For the first time in history, the U.S. credit rating was downgraded from a prized AAA status to a riskier AA+ credit rating by Standard & Poor. S&P cited its decision in part on the political gridlock in Washington preventing a viable solution to the long term structural debt crisis faced by the federal government.
It is not clear what the consequences of this downgrade will be. It’s unlikely this one opinion of a single credit rating agency based on facts we have already known for a long while will significantly affect markets on its own. With much of the developing world growing and demanding low-risk investments, the U.S. Treasury bond is still in high demand which keeps our interest rates low when there are so many willing to lend us their savings.
What is clear is a panic has slowly been seeping into the psyche of the American economy. This week alone, after an unusually controversial increase of the debt ceiling was passed, the markets reacted by plummeting nearly 700 points.

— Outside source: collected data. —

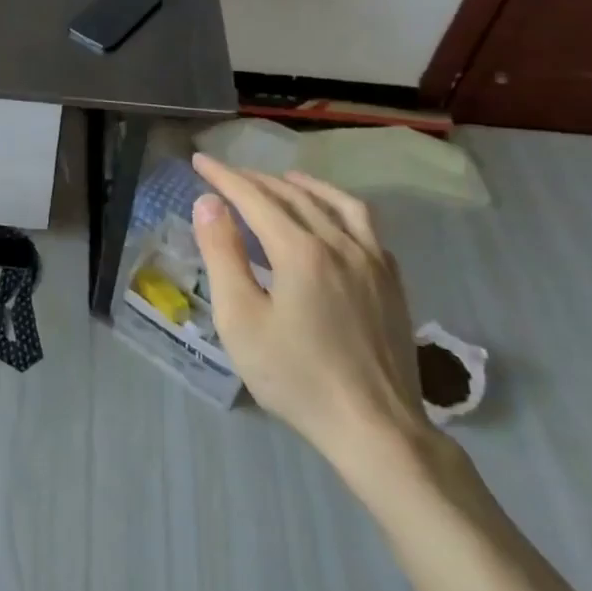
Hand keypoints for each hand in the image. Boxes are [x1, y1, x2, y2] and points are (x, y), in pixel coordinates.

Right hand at [191, 156, 434, 479]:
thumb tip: (209, 202)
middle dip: (255, 179)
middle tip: (226, 175)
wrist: (377, 429)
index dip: (224, 177)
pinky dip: (339, 208)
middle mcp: (339, 243)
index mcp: (300, 250)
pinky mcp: (392, 282)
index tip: (199, 160)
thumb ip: (222, 254)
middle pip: (293, 195)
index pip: (254, 197)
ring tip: (283, 180)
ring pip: (336, 202)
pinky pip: (365, 225)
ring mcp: (372, 261)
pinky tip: (332, 219)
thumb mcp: (241, 319)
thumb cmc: (297, 376)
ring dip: (303, 185)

Investors have realized, just like S&P, that the political climate in Washington is dominated by a recalcitrant minority of Congressman dead set on forcing the ideological conclusions they came to freshman year of college on everyone else despite how much representative democracy may resist their version of a utopia.

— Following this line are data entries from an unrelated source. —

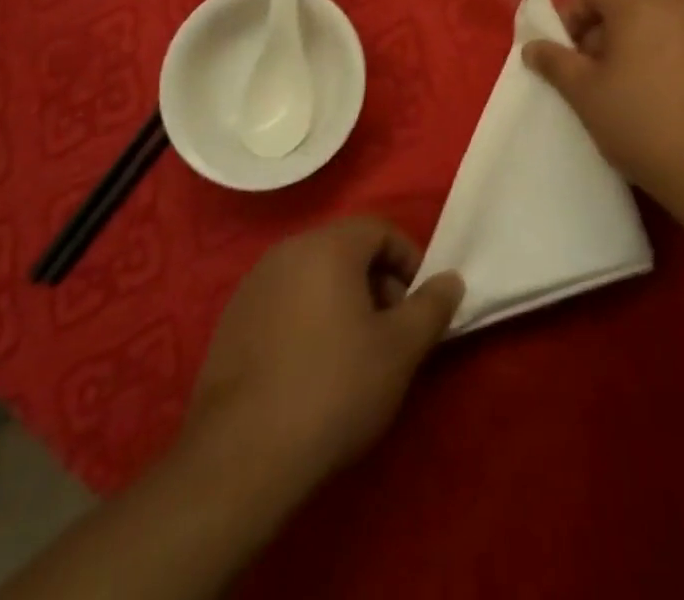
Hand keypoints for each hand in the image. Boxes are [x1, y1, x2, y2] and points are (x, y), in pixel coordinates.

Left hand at [183, 217, 463, 500]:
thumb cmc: (334, 388)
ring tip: (354, 354)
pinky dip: (307, 319)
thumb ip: (431, 306)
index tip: (419, 306)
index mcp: (328, 245)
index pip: (379, 229)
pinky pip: (284, 301)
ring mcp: (254, 283)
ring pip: (313, 276)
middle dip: (377, 282)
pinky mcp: (232, 319)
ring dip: (342, 301)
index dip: (409, 261)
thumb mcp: (400, 350)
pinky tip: (311, 369)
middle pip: (345, 249)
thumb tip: (451, 278)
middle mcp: (288, 250)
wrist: (242, 453)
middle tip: (391, 333)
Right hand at [523, 0, 683, 221]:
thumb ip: (555, 63)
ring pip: (662, 26)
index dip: (574, 17)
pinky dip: (669, 64)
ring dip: (637, 49)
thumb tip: (532, 46)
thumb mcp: (586, 95)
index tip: (566, 56)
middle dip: (604, 34)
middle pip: (631, 4)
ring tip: (627, 95)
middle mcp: (682, 4)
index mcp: (643, 1)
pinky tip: (667, 106)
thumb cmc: (645, 124)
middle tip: (591, 77)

The Tea Party has made its position very plain in the ears of the American people – there will be drastic cuts to government spending. Even in our current economic climate of high unemployment and prior deep cuts to government spending worsening the jobs crisis, still there will be a no prisoner approach.
The thousands of jobs that were lost because of cuts to spending are no matter for the Tea Party. If it increases our unemployment lines, cutting unemployment benefits is really the solution to that problem. If children are crammed into classrooms with 60 other students, this is also no bother. An emergency financial manager preferably appointed from the ranks of the Tea Party will be there right away to remedy that by selling off the school football field as a new golf course for the state’s elite to spend their latest tax cut.
And if the U.S. government is set to default on its debt, the Tea Party will stand up for its principles and settle for no compromise until the rest of us bend our very morality to conform to their overzealous ideological positions. One just hopes the cuts to our nation won’t be too visceral before leaders shout loud enough to halt this attack on American democracy.